Bioblitz at Muriwai o Whata

Join Environment Canterbury, Te Rūnanga o Ngāi Tahu and Te Taumutu Rūnanga to celebrate biodiversity with a Bioblitz at Muriwai o Whata/Coopers Lagoon, a special place of cultural and natural significance.

This event was held on 18 March 2023.

Find and identify as many species as possible! Join the search for flora and fauna alongside subject matter experts sharing their knowledge.

What will we see? Tuna/eel, kēkēwai/crayfish, pātiki/flounder, kōtuku ngutupapa/spoonbill and matuku/bittern are just some of the unique wildlife known to live in the area.

Held at Muriwai o Whata, nearby the shelter of Te Pā o Moki at Taumutu, embraced within a korowai/cloak of Te Hapū o Ruahikihiki and the descendants of Moki as kaitiaki/guardians of the area. We welcome you to come and explore this cultural and biodiverse rich hapua.

Event details

Discover this unique place for part of or for the whole day. 

When: 18 March 2023, 10.00am - 5.00pm.

Where: On-site at Muriwai o Whata/Coopers Lagoon. On Mcevedys Road, in the Selwyn District, just south of Taumutu.

RSVP essential to
BBQ lunch will be provided and tea and coffee.

What to bring: Sturdy shoes; drink bottle; plan for all weather with appropriate clothing, a raincoat and sunscreen. Bring binoculars or a magnifier if you have one.

iNaturalist: sign up for the project and bring your device.

Please note that the area has uneven terrain and may not be suitable for people with mobility difficulties.

Check out the Bioblitz Facebook event to easily invite your friends and whānau. 

What is a Bioblitz?

A Bioblitz is a communal citizen-science effort to record as many species within a designated location and time period as possible.

They are a great way to connect to our environment while generating useful data for science and conservation.

Activities on the day will include walk and talk sessions, as well as presentations with subject matter experts and mana whenua; surveys of plants, birds, fish and invertebrates.

We will be using iNaturalist, an easy-to-use app where observations with signs of organisms at a particular time and location can be recorded. Every observation can contribute to biodiversity science globally through the iNaturalist app.

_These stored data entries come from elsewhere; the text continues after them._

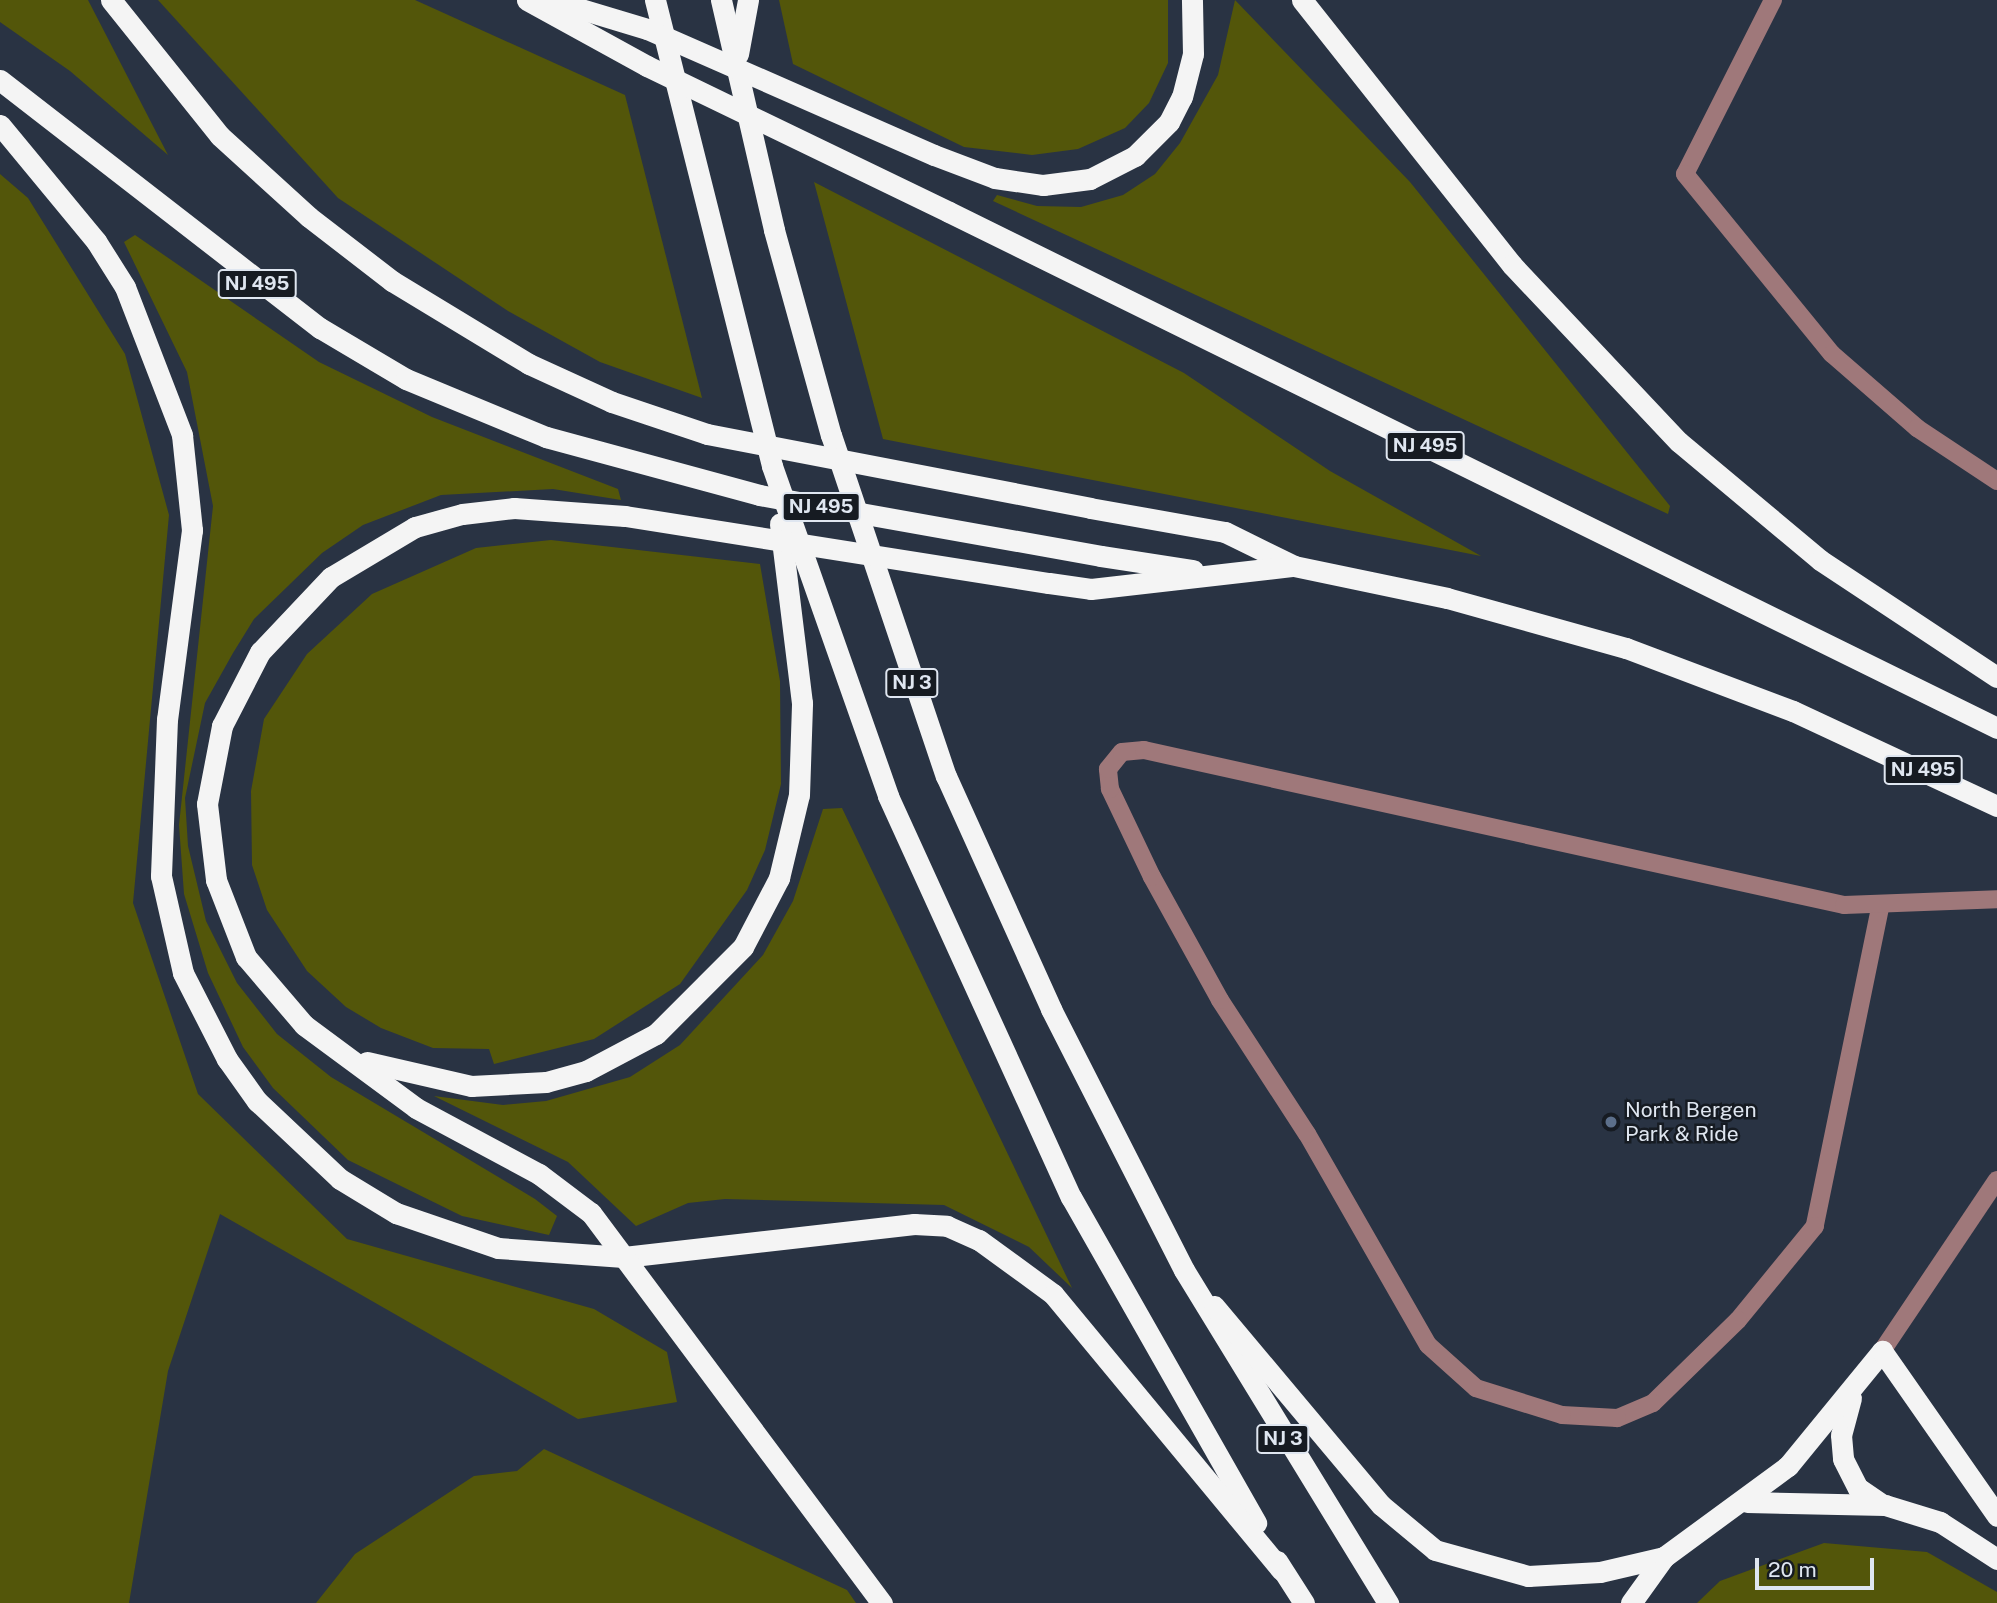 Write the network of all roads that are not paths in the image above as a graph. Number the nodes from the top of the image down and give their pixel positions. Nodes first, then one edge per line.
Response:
1 (111, 0) edge
2 (527, 0) edge
3 (551, 0) edge
4 (655, 0) edge
5 (721, 0) edge
6 (748, 0) edge
7 (1192, 0) edge
8 (1302, 0) edge
9 (1773, 0) edge
10 (737, 59) junction
11 (0, 80) edge
12 (0, 125) edge
13 (772, 466) junction
14 (1997, 481) edge
15 (1294, 565) junction
16 (1221, 575) junction
17 (1997, 677) edge
18 (1997, 727) edge
19 (1997, 806) edge
20 (1997, 899) edge
21 (1880, 908) junction
22 (346, 1055) junction
23 (1997, 1180) edge
24 (624, 1257) junction
25 (1184, 1270) junction
26 (1882, 1351) junction
27 (1857, 1385) junction
28 (1747, 1502) junction
29 (1885, 1505) junction
30 (1997, 1516) edge
31 (1664, 1557) junction
32 (1997, 1559) edge
33 (1282, 1571) junction
34 (882, 1603) edge
35 (1304, 1603) edge
36 (1388, 1603) edge
37 (1631, 1603) edge

1 - 15 highway, bridge
2 - 18 highway, NJ 495, bridge
3 - 7 highway, bridge
4 - 13 highway, NJ 3
5 - 10 highway, NJ 3
6 - 10 highway
8 - 17 highway
9 - 14 lane
10 - 25 highway, NJ 3
11 - 16 highway, NJ 495, bridge
12 - 24 highway
13 - 22 highway
13 - 33 highway, NJ 3
15 - 16 highway, NJ 495
15 - 19 highway, NJ 495
16 - 22 highway, bridge
20 - 21 lane
21 - 21 lane
22 - 24 highway
23 - 26 lane
24 - 33 highway
24 - 34 highway
25 - 31 highway
25 - 36 highway, NJ 3
26 - 27 highway
26 - 30 highway
27 - 28 highway
27 - 29 highway
28 - 29 highway
28 - 31 highway
29 - 32 highway
31 - 37 highway
33 - 35 highway, NJ 3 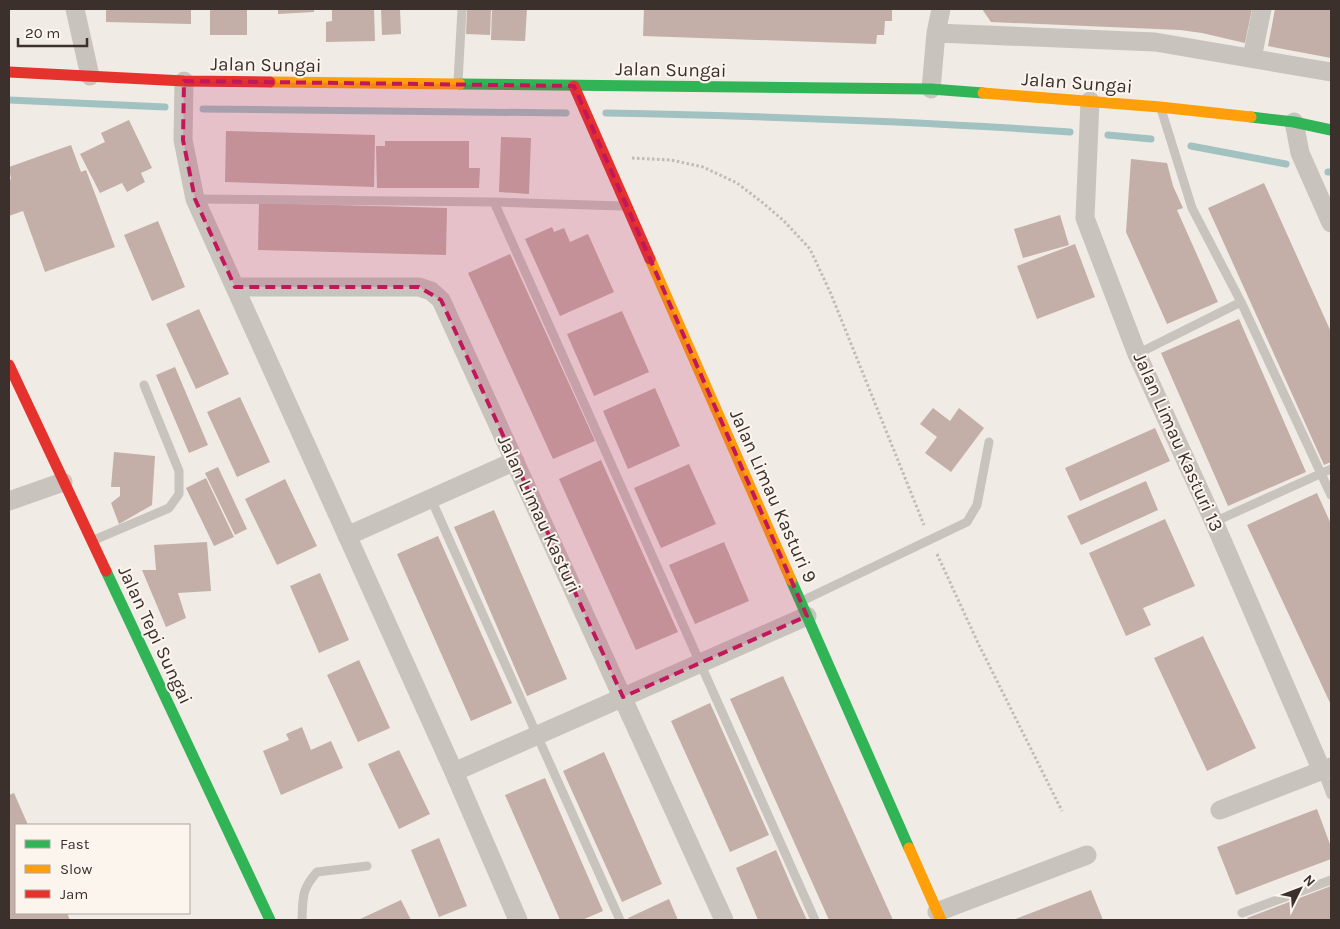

Protecting this special area

To Ngāi Tahu, and in particular Ngāi Te Ruahikihiki ki Taumutu, Muriwai (as it is most commonly known) has special value as a mahinga kai location and is an important source of mana.

Why are wetlands important? Wetlands are the wet margins of streams, rivers, ponds, lakes, estuaries, bogs, swamps and lagoons. They provide a habitat for wildlife and support plants and animals that have adapted to living in wet conditions. They are crucial to our environment and form a boundary between land and water, filtering out sediment and nutrients.

Mahi is already underway to assess the area for planting (to understand which plants and methods would be most suitable) and to look at potential fish passage barriers.

The Bioblitz will provide a snapshot of the environment to help us to protect and enhance this important area.